# Segmented bowl



## Rusty Nesmith (Feb 1, 2020)

I just finished this one. It is 13” in diameter and 5” tall. I made it from maple and walnut.


----------



## difalkner (Jan 3, 2012)

Looks good, Rusty!

David


----------



## Bob Bengal (Jul 24, 2020)

Beautiful, reminds me a bit of some baskets.


----------



## old55 (Aug 11, 2013)

Nice work Rusty.


----------



## harrysin (Jan 15, 2007)

What a wonderful work of art,and BIG. What patience and skill.


----------



## TenGees (Sep 12, 2012)

Like Bob mentioned, it reminded me of a basket too. Very nice, Rusty.


----------



## stanzee (Dec 9, 2010)

Rusty Nesmith said:


> I just finished this one. It is 13” in diameter and 5” tall. I made it from maple and walnut.


Very nice. A very interesting approach to the bottom. I have not seen anything similar so far.


----------



## Rusty Nesmith (Feb 1, 2020)

stanzee said:


> Very nice. A very interesting approach to the bottom. I have not seen anything similar so far.

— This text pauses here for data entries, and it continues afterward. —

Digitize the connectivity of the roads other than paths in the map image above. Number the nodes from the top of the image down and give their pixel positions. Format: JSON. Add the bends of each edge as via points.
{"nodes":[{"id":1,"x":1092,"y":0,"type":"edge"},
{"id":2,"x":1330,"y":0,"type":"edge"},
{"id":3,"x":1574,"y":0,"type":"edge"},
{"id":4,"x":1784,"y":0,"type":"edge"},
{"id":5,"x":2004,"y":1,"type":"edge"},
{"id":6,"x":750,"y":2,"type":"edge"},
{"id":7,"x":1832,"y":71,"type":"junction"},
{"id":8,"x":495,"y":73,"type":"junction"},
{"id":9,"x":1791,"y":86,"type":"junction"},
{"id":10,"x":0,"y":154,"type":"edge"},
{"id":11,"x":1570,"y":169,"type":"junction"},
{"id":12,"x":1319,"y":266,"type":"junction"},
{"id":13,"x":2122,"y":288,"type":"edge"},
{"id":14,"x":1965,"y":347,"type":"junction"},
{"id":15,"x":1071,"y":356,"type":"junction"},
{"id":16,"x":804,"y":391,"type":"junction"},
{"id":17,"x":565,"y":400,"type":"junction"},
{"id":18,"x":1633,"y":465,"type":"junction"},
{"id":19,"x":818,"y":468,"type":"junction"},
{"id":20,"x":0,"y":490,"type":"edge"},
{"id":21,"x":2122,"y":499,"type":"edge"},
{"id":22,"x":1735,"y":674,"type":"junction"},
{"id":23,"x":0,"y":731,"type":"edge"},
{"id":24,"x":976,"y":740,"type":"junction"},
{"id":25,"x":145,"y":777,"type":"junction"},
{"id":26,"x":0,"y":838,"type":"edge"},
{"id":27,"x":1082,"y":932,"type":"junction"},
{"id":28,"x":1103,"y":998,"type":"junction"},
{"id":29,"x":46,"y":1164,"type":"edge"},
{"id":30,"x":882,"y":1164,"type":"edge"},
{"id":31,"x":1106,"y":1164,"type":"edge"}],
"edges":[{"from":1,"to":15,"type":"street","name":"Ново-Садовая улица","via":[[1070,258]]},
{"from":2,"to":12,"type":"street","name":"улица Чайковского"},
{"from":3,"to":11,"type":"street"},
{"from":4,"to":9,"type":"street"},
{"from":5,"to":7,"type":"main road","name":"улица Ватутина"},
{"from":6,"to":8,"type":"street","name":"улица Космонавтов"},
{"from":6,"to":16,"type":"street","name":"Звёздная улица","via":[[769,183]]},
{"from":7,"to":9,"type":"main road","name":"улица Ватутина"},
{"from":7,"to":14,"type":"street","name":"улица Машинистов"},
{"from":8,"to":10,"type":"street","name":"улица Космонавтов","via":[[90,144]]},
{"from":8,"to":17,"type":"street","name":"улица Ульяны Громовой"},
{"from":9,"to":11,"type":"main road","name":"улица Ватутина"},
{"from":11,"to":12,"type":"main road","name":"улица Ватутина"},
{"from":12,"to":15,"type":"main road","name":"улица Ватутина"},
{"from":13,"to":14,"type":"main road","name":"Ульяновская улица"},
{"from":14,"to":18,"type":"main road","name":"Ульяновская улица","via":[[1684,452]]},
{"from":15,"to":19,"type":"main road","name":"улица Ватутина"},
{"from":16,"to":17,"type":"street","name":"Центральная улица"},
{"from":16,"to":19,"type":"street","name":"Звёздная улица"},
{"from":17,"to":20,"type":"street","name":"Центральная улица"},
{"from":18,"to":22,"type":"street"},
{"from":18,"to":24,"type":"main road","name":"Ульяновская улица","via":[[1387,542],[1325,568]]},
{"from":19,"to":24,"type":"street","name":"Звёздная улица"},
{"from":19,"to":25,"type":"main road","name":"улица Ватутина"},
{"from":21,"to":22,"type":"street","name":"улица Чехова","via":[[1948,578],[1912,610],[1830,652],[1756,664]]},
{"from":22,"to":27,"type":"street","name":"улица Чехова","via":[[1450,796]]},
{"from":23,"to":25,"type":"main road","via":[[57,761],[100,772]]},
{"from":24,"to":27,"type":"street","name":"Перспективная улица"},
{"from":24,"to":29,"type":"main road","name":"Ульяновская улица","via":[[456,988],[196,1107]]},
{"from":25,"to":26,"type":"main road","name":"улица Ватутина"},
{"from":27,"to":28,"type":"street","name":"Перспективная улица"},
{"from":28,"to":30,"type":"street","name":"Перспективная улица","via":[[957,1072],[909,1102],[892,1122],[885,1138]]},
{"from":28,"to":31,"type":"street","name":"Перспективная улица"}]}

Ok I will spill the beans. I glued three pieces of maple and two walnut together. The next day I went out to take it out of the clamps. I thought it would be cool to cut the bottom and flip a couple to make it checker pattern. Half way through my first cut it hit me that it wouldn’t work because it was an odd number. So I cut the rest and added the walnut strips to fix my screw up and that is what I ended up with.


----------



## Barry747 (Jun 16, 2011)

Rusty Nesmith said:


> Ok I will spill the beans. I glued three pieces of maple and two walnut together. The next day I went out to take it out of the clamps. I thought it would be cool to cut the bottom and flip a couple to make it checker pattern. Half way through my first cut it hit me that it wouldn’t work because it was an odd number. So I cut the rest and added the walnut strips to fix my screw up and that is what I ended up with.


It's not that you made a mistake, it's the beautify way you corrected it. The mark of a good craftsman.


----------



## MYB506 (Dec 5, 2012)

Beautiful work. I can't imagine what it would look like without your screw up!


----------



## Daniel_per (Mar 21, 2021)

Just awesome!


----------



## marecat3 (Nov 30, 2010)

very cool


----------